Gawk/Variable-Typing

From Get docs

6.3.2.1 String Type versus Numeric Type

Scalar objects in awk (variables, array elements, and fields) are dynamically typed. This means their type can change as the program runs, from untyped before any use,33 to string or number, and then from string to number or number to string, as the program progresses. (gawk also provides regexp-typed scalars, but let’s ignore that for now; see section Strongly Typed Regexp Constants.)

You can’t do much with untyped variables, other than tell that they are untyped. The following program tests a against "" and 0; the test succeeds when a has never been assigned a value. It also uses the built-in typeof() function (not presented yet; see section Getting Type Information) to show a’s type:

$ gawk 'BEGIN { print (a == "" && a == 0 ?
> "a is untyped" : "a has a type!") ; print typeof(a) }'
-| a is untyped
-| unassigned

A scalar has numeric type when assigned a numeric value, such as from a numeric constant, or from another scalar with numeric type:

$ gawk 'BEGIN { a = 42 ; print typeof(a)
> b = a ; print typeof(b) }'
number
number

Similarly, a scalar has string type when assigned a string value, such as from a string constant, or from another scalar with string type:

$ gawk 'BEGIN { a = "forty two" ; print typeof(a)
> b = a ; print typeof(b) }'
string
string

So far, this is all simple and straightforward. What happens, though, when awk has to process data from a user? Let’s start with field data. What should the following command produce as output?
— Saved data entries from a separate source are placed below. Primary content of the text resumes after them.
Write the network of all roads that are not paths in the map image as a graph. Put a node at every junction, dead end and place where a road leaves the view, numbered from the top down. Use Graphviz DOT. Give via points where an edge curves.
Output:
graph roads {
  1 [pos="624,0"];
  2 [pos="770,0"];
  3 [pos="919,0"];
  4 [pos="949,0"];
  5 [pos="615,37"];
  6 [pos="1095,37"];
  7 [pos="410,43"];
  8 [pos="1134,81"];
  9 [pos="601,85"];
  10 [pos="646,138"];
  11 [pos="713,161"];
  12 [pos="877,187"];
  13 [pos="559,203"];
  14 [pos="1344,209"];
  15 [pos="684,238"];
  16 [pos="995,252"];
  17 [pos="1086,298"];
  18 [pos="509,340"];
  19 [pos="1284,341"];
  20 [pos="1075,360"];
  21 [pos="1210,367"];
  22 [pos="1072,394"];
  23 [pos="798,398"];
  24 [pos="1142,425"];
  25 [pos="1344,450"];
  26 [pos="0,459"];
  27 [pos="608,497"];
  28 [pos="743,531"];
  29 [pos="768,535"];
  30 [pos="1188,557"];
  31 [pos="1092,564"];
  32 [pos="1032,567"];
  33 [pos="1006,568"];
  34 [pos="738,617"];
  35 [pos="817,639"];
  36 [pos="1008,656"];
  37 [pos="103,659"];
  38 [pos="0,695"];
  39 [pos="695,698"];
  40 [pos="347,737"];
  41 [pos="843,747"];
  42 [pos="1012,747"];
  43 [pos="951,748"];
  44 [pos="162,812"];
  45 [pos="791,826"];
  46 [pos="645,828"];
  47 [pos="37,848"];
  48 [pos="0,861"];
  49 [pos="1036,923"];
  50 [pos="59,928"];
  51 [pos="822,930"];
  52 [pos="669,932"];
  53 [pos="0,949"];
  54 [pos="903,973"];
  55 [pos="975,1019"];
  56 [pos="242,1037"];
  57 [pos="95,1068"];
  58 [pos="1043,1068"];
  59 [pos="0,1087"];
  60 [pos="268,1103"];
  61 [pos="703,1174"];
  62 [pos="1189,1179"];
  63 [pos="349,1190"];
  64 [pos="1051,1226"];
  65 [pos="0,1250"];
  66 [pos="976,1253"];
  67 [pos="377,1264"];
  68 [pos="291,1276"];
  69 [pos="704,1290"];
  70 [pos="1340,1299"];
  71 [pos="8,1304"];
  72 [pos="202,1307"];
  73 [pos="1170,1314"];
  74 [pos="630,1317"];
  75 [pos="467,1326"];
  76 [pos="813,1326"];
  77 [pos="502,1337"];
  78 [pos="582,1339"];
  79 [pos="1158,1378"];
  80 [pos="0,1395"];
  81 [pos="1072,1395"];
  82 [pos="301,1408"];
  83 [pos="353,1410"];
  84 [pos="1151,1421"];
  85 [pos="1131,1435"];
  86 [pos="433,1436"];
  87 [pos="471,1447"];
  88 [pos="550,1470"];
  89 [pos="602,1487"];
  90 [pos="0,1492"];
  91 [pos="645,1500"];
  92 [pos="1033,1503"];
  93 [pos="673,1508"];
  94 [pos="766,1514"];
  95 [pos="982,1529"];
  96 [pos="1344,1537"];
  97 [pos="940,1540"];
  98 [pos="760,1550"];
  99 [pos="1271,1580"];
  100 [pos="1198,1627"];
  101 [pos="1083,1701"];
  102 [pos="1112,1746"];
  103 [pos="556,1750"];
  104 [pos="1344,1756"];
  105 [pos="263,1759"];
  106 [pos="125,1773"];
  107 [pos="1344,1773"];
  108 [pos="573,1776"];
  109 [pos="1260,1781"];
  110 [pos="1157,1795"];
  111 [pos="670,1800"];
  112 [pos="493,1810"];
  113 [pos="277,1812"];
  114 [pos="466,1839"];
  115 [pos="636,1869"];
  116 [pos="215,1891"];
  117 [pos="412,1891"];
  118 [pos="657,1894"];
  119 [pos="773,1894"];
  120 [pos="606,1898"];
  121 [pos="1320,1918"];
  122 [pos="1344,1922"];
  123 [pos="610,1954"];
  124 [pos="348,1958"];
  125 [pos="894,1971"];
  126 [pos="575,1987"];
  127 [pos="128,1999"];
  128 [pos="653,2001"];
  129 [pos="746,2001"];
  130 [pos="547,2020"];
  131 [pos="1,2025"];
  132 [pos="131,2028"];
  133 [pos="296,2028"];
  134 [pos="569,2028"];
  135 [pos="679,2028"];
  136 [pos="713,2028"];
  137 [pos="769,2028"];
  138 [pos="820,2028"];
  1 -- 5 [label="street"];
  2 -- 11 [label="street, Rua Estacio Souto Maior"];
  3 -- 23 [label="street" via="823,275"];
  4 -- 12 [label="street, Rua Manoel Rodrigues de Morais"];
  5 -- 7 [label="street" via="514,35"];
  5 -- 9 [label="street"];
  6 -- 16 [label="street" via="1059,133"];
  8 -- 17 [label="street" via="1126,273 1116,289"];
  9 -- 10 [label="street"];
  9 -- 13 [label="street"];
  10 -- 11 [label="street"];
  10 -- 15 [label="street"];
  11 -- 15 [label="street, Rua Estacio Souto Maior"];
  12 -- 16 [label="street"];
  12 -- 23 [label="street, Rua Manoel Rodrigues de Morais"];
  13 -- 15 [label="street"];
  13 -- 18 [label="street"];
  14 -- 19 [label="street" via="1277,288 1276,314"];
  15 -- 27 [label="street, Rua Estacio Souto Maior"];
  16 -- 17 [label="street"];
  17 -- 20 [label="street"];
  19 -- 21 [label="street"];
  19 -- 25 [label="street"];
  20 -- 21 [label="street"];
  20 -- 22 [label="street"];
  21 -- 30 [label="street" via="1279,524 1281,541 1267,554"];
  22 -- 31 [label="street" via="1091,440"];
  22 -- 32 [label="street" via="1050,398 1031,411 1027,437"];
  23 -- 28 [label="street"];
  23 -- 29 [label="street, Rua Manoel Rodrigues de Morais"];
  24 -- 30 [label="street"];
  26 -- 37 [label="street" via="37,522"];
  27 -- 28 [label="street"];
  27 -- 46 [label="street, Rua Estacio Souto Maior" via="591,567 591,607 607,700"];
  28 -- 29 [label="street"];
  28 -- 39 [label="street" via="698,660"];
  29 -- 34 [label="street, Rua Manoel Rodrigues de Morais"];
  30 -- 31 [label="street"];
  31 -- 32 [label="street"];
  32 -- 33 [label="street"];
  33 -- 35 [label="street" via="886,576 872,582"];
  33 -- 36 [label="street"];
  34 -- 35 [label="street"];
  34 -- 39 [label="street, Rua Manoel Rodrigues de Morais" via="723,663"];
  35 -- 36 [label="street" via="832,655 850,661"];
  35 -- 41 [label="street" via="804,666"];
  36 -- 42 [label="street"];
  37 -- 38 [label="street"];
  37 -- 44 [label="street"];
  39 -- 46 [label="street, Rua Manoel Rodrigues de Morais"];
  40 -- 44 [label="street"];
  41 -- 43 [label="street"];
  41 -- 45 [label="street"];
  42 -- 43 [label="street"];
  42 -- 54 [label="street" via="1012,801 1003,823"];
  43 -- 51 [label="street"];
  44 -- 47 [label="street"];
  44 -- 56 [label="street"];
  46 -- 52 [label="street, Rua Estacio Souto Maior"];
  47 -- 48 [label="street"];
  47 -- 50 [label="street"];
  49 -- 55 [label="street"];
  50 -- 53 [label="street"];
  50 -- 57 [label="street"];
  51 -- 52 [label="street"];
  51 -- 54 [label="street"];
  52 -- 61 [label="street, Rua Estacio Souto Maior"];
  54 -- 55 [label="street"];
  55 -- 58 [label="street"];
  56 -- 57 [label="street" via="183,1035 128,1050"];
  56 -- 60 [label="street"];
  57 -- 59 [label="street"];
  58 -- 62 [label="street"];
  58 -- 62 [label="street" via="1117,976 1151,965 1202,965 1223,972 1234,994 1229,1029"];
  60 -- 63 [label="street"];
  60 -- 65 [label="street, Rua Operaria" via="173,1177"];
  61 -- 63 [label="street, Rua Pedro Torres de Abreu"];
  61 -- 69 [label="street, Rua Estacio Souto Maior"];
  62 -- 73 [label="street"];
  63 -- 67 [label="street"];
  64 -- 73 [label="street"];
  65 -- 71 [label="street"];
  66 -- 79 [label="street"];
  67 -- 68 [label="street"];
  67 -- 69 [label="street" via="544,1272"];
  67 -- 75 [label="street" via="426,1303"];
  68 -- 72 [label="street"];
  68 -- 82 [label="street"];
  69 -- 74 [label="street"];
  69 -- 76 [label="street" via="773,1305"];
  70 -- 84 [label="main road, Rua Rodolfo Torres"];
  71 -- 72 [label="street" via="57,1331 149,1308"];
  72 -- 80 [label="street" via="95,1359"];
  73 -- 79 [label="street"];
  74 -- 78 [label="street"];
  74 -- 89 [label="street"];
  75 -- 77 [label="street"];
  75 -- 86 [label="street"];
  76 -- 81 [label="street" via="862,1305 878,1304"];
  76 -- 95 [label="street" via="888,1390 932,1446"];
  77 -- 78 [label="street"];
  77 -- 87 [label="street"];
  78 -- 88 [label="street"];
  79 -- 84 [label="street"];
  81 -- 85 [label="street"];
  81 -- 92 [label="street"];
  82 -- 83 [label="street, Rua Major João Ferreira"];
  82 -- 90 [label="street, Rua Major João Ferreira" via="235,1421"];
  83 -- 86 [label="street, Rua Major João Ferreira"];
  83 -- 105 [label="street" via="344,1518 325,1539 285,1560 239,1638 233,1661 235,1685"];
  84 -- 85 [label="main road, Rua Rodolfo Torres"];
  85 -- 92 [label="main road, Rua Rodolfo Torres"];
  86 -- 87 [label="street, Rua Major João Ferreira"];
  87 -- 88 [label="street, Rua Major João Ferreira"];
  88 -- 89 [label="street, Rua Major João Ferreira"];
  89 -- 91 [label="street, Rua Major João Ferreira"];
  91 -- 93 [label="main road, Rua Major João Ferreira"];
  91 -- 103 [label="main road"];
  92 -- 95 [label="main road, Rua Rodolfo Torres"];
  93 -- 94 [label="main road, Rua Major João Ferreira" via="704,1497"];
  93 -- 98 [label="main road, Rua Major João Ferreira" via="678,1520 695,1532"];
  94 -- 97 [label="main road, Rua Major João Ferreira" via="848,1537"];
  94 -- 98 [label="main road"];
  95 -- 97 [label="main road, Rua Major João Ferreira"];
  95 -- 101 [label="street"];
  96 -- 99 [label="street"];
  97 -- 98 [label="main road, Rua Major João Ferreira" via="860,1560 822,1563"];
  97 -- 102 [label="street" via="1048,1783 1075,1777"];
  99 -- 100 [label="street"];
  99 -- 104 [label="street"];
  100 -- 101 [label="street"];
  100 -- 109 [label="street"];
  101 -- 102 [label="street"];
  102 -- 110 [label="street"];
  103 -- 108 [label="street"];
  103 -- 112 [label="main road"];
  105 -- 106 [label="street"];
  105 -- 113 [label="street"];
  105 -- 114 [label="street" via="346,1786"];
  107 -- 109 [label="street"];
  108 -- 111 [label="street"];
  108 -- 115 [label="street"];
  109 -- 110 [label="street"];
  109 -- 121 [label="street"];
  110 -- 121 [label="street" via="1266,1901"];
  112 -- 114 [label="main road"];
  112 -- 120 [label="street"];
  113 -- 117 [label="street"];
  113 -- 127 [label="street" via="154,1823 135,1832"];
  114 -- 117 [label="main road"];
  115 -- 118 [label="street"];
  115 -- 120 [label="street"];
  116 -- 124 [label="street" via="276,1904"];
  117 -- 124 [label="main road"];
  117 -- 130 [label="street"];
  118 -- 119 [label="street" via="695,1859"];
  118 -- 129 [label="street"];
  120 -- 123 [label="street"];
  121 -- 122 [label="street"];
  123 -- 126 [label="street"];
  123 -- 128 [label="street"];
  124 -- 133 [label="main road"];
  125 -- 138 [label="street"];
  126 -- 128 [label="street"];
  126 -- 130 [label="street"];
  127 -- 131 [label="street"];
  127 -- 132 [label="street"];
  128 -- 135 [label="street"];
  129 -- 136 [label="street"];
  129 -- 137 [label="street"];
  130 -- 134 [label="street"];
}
echo hello | awk '{ printf("%s %s < 42\n", $1,
                           ($1 < 42 ? "is" : "is not")) }'

Since ‘hello’ is alphabetic data, awk can only do a string comparison. Internally, it converts 42 into "42" and compares the two string values "hello" and "42". Here’s the result:

$ echo hello | awk '{ printf("%s %s < 42\n", $1,
>                            ($1 < 42 ? "is" : "is not")) }'
-| hello is not < 42

However, what happens when data from a user looks like a number? On the one hand, in reality, the input data consists of characters, not binary numeric values. But, on the other hand, the data looks numeric, and awk really ought to treat it as such. And indeed, it does:

$ echo 37 | awk '{ printf("%s %s < 42\n", $1,
>                         ($1 < 42 ? "is" : "is not")) }'
-| 37 is < 42

Here are the rules for when awk treats data as a number, and for when it treats data as a string.

The POSIX standard uses the term numeric string for input data that looks numeric. The ‘37’ in the previous example is a numeric string. So what is the type of a numeric string? Answer: numeric.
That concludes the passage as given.